■ WHAT THE TASK REQUIRES
When a line in the listing contains the string "Bike", pick it out and copy it.

■ RECORDED INFORMATION
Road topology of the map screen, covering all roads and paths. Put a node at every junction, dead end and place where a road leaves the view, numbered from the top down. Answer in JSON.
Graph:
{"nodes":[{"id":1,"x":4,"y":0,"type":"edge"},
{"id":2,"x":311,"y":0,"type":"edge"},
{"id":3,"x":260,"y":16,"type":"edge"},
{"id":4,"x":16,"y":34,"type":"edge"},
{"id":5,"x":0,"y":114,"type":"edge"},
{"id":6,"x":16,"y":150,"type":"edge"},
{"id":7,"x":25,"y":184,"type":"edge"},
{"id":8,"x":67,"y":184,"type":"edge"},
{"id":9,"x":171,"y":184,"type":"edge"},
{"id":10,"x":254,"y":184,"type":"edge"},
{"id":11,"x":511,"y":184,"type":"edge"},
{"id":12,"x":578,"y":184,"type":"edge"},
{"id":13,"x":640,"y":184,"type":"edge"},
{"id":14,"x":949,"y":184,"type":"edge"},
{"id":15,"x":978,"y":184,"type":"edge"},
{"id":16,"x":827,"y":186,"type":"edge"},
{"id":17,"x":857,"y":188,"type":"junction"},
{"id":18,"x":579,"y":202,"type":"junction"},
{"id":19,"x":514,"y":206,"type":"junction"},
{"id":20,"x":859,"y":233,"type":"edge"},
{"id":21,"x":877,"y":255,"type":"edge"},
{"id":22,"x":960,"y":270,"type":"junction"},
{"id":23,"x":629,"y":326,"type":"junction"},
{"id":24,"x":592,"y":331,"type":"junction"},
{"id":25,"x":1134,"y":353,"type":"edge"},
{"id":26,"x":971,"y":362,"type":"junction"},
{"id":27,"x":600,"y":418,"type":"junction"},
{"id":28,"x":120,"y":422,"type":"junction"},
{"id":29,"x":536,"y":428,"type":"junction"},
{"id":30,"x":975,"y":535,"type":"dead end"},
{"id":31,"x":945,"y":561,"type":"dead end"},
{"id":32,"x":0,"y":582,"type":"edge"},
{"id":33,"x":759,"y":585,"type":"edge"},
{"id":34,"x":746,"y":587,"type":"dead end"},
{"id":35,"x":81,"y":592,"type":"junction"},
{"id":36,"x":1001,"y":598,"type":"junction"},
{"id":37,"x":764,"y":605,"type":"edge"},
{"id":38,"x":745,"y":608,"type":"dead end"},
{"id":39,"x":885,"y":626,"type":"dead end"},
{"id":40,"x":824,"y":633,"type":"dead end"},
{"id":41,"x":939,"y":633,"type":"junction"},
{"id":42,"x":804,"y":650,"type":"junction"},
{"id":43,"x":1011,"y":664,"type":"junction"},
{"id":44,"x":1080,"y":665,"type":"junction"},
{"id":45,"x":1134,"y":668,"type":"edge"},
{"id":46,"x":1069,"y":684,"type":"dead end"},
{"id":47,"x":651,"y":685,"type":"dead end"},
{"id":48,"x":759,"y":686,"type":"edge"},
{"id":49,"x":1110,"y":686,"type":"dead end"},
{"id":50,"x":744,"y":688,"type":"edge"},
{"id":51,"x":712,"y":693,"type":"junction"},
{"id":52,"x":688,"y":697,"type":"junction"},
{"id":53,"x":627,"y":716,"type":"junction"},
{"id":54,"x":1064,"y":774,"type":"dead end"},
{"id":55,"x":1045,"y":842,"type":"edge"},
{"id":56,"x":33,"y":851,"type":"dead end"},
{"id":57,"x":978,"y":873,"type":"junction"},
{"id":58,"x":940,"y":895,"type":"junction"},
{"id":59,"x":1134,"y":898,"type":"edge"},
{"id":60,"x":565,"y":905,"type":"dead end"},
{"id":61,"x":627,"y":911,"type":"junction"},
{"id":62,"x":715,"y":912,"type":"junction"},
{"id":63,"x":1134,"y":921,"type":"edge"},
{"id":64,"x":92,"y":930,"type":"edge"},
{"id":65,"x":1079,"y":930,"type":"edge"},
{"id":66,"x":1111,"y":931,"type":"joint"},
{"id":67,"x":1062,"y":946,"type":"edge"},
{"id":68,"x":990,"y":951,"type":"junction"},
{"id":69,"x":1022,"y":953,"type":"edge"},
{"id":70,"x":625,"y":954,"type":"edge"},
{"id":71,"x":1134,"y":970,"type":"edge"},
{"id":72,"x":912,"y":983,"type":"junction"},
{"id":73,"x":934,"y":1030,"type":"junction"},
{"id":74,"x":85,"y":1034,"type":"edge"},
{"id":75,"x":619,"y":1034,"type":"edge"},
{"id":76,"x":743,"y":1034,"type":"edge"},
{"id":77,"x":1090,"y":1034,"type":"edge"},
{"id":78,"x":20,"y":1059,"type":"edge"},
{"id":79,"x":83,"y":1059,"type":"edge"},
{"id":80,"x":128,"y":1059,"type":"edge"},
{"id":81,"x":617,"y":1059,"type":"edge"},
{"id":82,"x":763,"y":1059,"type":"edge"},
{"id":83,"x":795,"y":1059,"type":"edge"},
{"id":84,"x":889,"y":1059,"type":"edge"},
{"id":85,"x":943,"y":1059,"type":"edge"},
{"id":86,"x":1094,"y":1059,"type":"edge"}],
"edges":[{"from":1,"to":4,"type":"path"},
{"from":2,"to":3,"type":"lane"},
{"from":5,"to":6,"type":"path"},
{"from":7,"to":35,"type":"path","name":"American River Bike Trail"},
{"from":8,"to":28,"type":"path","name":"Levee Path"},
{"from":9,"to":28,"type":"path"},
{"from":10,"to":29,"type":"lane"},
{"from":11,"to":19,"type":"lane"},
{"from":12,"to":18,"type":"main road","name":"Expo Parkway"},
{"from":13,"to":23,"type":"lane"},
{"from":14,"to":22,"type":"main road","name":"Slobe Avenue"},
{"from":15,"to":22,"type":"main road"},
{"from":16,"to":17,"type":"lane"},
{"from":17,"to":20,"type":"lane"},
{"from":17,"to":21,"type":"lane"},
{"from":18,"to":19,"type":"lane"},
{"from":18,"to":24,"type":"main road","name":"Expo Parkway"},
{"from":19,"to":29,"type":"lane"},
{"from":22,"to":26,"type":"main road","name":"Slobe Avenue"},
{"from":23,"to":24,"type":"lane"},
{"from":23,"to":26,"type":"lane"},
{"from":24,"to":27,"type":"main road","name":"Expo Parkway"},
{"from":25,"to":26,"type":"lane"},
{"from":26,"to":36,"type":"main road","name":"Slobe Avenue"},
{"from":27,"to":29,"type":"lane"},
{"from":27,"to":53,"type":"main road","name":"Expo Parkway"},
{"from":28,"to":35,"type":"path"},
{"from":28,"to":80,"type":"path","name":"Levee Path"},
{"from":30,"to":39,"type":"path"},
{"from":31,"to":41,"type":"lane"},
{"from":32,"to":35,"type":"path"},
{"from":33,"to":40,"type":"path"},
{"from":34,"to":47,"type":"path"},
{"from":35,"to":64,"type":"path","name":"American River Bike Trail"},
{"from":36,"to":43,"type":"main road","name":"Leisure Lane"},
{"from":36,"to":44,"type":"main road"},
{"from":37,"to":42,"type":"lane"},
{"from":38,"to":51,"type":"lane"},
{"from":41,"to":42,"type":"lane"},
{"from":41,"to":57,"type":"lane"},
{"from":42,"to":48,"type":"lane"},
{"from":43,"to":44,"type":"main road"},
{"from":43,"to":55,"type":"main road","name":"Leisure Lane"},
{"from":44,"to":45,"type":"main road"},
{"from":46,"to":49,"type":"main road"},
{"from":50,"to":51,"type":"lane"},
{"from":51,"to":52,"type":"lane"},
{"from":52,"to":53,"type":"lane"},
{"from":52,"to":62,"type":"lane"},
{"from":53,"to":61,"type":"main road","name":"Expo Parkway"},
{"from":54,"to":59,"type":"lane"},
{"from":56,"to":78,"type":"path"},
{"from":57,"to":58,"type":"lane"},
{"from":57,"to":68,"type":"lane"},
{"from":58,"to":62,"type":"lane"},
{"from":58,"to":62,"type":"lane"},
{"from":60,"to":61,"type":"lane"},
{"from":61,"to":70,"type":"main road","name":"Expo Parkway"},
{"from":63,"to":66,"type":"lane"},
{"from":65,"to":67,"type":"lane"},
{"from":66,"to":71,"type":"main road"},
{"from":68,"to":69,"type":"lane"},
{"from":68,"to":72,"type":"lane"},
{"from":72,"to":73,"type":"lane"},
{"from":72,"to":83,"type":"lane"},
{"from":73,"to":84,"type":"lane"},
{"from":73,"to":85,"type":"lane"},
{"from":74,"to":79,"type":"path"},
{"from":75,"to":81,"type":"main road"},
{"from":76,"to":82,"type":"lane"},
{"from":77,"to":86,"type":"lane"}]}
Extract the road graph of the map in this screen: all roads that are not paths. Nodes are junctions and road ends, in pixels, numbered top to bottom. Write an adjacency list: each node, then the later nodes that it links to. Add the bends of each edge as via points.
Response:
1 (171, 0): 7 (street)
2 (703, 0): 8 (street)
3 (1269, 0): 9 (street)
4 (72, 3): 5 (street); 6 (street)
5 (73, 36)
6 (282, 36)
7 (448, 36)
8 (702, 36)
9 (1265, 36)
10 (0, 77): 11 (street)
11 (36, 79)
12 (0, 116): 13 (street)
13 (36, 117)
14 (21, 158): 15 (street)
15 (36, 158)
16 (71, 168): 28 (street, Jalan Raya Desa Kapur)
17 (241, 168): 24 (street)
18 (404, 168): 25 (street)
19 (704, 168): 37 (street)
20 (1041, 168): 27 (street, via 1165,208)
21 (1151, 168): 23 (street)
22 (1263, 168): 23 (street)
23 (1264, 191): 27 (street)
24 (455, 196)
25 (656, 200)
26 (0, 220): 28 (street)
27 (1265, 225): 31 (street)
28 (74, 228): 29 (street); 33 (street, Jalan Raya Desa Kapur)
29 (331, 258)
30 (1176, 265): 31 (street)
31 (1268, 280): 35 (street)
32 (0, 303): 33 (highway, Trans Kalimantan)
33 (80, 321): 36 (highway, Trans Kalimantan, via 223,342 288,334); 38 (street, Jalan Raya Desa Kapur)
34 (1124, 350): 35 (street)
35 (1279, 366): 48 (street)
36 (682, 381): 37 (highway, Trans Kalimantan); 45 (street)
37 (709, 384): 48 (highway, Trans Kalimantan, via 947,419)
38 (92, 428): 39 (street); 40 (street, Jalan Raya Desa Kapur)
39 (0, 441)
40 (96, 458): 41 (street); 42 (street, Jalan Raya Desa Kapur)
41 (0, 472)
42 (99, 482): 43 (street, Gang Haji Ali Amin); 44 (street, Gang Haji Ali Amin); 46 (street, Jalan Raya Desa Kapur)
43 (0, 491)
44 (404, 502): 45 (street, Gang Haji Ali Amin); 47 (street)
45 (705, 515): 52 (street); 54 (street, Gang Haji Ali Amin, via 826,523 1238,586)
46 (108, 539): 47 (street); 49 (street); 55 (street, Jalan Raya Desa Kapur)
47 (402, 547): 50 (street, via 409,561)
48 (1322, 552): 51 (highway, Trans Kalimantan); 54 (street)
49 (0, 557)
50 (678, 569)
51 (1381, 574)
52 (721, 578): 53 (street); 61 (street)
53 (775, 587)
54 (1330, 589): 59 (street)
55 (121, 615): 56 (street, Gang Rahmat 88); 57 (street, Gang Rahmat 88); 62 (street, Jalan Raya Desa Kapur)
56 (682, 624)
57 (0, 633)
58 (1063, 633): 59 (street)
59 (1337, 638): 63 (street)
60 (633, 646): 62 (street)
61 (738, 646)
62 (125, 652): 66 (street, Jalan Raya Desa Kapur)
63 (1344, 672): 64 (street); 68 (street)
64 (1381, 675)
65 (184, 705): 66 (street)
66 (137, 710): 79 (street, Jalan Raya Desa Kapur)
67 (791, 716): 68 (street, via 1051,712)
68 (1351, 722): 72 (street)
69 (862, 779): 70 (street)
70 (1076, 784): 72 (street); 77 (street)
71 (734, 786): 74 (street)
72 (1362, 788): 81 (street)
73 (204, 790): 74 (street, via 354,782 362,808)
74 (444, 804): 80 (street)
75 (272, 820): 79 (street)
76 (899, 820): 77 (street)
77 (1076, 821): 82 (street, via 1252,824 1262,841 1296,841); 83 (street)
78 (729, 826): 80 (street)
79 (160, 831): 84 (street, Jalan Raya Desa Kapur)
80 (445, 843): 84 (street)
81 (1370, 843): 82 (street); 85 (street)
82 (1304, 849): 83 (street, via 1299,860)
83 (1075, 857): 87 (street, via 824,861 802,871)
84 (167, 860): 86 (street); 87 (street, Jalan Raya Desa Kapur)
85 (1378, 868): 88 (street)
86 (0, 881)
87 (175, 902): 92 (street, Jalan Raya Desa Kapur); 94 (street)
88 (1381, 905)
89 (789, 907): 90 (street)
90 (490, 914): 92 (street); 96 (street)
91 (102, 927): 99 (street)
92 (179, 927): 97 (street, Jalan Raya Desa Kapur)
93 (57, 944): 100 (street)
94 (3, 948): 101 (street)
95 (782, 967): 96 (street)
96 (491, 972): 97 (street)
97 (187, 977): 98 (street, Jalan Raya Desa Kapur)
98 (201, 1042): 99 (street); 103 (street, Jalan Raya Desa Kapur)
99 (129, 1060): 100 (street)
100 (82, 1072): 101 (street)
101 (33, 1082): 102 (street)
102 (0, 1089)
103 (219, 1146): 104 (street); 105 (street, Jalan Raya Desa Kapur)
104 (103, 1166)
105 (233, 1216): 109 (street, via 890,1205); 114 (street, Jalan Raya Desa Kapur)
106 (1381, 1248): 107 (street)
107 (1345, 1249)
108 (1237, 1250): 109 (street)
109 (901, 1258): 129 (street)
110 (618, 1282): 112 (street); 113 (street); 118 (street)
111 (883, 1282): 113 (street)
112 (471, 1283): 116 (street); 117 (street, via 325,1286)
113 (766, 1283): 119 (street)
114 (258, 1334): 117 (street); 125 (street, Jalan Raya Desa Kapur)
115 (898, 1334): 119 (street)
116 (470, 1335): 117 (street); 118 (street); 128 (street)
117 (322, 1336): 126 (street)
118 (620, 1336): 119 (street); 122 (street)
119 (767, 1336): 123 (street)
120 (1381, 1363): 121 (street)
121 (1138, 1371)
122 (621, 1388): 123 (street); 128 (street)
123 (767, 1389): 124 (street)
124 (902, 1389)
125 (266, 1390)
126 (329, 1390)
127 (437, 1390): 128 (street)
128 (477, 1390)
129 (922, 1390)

■ ANSWER SPACE
{"from":7,"to":35,"type":"path","name":"American River Bike Trail"},
{"from":35,"to":64,"type":"path","name":"American River Bike Trail"},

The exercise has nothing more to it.